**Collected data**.
....................
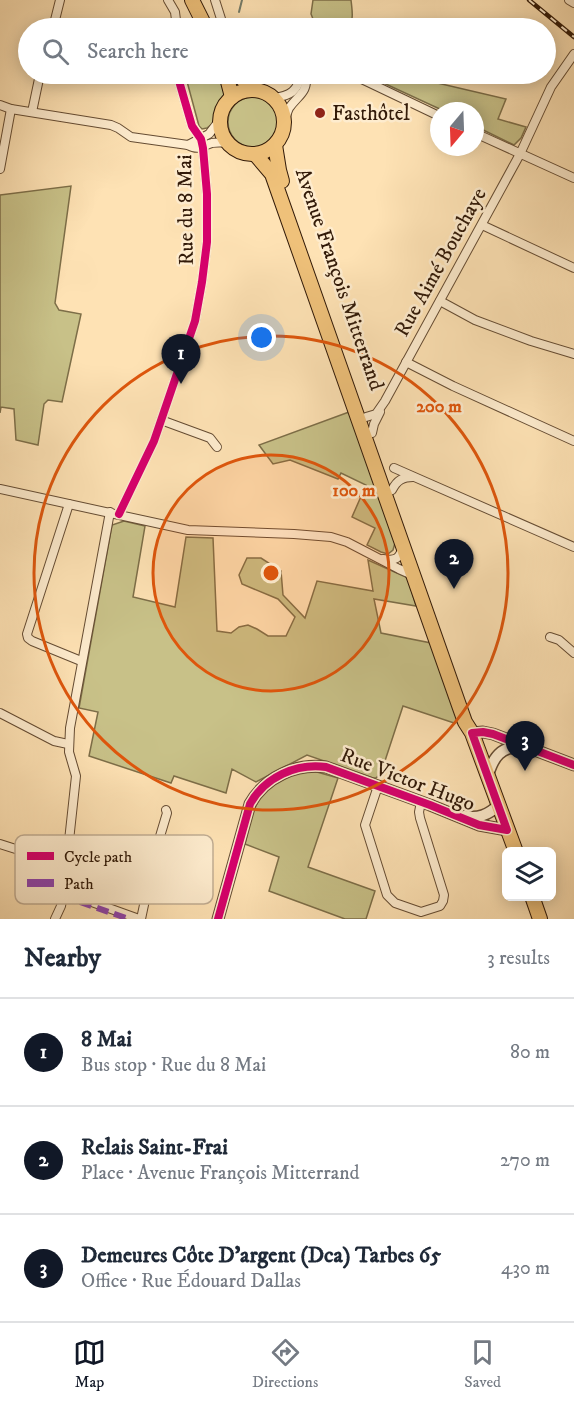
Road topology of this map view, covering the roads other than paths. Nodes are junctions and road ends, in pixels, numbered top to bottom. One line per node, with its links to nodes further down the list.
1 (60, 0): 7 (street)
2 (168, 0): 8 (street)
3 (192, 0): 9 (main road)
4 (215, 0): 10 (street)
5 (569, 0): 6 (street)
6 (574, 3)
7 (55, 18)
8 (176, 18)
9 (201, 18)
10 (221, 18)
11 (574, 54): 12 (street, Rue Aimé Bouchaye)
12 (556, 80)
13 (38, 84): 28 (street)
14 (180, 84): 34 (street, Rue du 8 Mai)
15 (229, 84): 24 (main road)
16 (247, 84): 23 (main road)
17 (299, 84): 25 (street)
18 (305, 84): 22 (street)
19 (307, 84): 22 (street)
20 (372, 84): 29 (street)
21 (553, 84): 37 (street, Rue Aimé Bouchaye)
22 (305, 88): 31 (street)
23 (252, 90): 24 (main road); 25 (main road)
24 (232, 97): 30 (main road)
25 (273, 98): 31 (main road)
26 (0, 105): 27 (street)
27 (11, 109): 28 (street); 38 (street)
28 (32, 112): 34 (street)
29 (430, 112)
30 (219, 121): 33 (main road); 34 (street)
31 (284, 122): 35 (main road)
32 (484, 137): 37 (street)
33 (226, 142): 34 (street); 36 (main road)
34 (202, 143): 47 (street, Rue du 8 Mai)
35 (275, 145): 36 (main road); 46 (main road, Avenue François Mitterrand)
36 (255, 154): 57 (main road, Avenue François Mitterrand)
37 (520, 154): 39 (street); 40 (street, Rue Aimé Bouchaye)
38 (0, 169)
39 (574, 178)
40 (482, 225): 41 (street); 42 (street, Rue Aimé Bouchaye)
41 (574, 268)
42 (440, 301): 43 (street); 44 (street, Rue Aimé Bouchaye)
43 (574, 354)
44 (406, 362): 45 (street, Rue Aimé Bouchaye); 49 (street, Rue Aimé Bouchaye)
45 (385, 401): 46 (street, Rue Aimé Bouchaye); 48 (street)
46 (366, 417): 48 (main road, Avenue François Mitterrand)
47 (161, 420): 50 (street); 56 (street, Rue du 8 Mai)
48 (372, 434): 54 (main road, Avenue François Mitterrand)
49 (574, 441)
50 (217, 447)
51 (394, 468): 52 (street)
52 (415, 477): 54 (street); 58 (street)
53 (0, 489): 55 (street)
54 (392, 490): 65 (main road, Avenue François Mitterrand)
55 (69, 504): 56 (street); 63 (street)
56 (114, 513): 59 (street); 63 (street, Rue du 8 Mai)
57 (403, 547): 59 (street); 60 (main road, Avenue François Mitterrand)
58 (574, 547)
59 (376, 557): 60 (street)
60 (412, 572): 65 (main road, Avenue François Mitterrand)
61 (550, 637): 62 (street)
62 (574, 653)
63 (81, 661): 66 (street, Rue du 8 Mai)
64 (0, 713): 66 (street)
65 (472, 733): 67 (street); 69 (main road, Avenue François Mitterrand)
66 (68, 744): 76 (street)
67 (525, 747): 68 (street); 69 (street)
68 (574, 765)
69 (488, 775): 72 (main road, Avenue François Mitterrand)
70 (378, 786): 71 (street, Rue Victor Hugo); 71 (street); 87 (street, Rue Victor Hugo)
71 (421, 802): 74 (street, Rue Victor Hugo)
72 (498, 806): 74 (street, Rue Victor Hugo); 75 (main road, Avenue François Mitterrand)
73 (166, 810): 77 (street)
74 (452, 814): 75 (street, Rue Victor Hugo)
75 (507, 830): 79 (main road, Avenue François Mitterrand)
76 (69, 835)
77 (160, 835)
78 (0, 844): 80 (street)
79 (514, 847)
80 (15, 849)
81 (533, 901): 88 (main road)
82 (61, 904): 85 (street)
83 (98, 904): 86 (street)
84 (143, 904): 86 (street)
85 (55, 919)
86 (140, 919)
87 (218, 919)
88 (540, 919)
....................
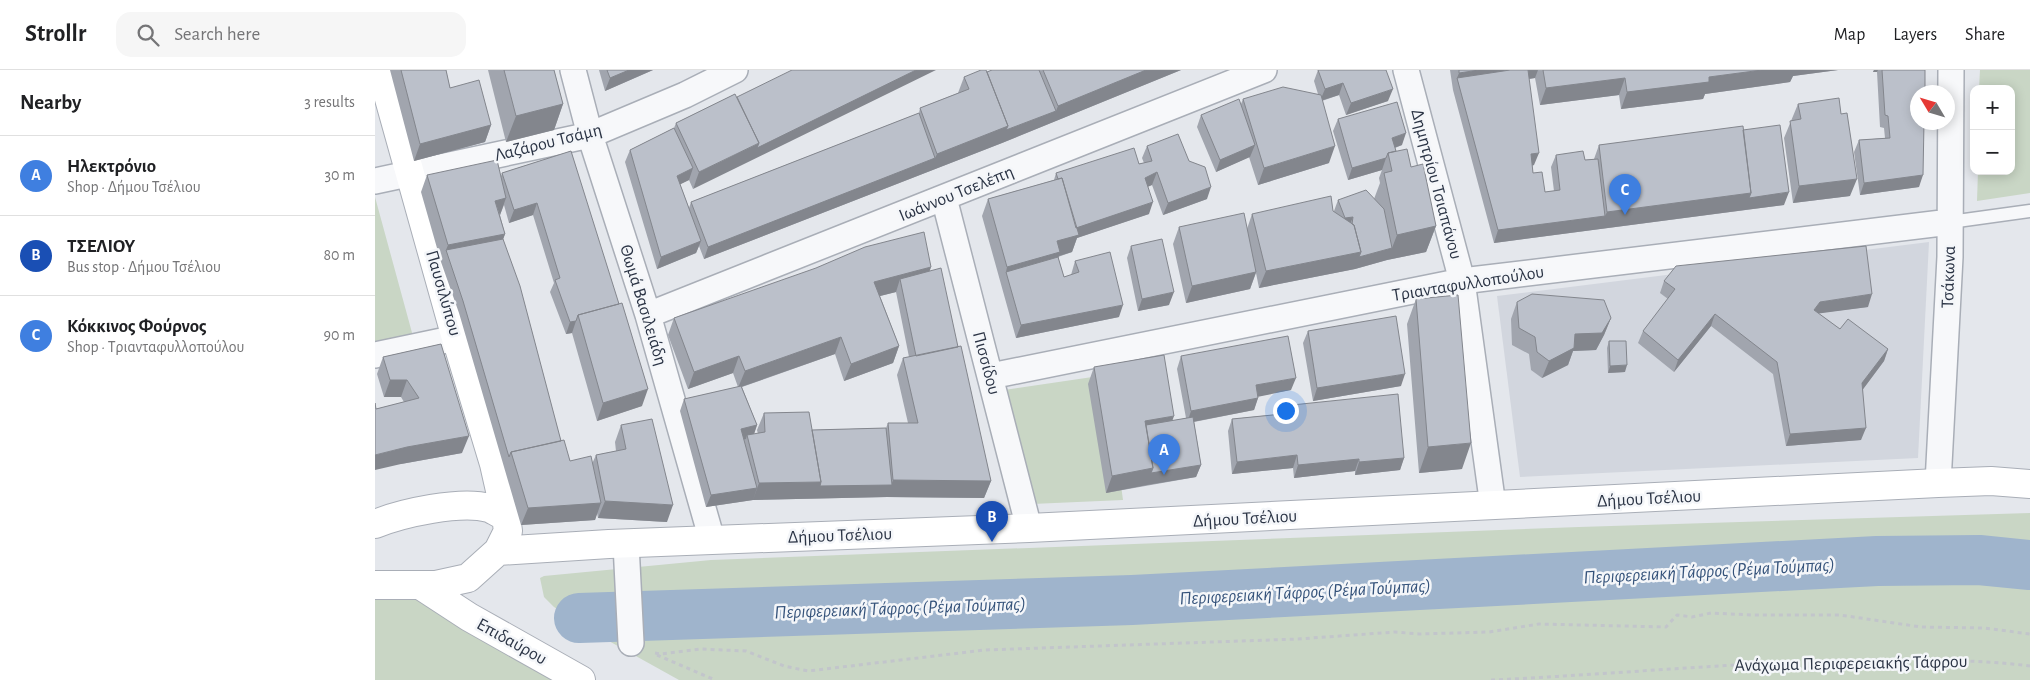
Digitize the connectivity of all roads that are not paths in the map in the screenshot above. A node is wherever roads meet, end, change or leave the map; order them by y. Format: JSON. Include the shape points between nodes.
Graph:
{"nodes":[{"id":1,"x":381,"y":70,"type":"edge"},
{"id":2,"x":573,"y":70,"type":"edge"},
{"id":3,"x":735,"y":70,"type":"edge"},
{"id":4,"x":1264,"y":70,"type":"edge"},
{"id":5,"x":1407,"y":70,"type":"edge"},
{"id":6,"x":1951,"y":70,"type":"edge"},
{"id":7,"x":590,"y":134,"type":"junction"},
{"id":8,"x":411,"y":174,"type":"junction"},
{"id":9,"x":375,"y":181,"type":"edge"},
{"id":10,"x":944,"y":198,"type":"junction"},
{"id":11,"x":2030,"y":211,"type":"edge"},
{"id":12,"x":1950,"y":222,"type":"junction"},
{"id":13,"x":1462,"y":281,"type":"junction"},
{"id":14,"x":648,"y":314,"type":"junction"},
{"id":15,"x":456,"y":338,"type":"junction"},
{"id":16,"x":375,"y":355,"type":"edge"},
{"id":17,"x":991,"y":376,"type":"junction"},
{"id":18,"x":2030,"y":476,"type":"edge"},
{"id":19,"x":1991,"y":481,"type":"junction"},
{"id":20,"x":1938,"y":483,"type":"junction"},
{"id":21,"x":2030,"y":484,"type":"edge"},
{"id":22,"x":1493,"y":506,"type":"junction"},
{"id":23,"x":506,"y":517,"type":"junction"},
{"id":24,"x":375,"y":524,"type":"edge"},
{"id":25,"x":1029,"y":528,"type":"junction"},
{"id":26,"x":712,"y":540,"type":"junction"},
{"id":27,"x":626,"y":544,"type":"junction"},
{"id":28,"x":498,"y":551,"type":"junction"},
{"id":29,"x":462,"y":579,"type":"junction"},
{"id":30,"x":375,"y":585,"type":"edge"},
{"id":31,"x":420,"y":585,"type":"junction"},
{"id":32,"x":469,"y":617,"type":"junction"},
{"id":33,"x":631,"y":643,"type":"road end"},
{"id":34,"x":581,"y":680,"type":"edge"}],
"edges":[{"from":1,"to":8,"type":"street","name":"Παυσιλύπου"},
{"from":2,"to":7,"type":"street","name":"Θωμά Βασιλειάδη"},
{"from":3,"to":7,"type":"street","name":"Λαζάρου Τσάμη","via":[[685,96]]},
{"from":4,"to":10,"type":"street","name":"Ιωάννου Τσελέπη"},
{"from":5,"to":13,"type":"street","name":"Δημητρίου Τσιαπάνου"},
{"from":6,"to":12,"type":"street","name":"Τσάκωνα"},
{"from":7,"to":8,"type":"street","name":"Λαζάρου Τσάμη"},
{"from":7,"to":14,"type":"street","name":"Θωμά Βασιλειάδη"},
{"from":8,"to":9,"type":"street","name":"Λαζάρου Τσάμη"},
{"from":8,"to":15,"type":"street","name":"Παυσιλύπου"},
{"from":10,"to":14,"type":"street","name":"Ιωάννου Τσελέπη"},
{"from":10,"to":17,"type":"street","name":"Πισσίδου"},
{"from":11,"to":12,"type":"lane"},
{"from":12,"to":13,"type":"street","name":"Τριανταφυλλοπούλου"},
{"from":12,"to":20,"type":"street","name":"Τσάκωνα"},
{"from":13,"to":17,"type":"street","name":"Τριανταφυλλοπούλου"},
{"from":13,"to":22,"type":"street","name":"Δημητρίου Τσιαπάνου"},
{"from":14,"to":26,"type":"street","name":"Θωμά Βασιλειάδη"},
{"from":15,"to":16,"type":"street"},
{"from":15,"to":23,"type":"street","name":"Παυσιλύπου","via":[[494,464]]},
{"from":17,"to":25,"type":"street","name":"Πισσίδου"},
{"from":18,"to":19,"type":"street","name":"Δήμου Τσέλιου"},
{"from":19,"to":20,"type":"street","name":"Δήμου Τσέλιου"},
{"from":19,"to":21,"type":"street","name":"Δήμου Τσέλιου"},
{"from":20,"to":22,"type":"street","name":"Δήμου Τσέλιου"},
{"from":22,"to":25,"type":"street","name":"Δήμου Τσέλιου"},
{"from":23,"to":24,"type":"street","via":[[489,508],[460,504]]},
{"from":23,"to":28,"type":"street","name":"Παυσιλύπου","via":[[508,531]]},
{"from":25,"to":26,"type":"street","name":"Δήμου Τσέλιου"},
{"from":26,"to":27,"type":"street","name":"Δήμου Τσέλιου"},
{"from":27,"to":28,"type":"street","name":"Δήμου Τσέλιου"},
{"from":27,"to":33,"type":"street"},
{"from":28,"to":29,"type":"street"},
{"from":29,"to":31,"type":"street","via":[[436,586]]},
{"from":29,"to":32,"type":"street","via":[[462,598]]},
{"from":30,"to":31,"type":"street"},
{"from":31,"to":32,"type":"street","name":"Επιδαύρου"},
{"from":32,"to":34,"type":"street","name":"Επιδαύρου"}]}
....................
**What you have to do**.
Find the lines above holding the word "Τριανταφυλλοπούλου" and show them.

**Problem solution**.
{"from":12,"to":13,"type":"street","name":"Τριανταφυλλοπούλου"},
{"from":13,"to":17,"type":"street","name":"Τριανταφυλλοπούλου"},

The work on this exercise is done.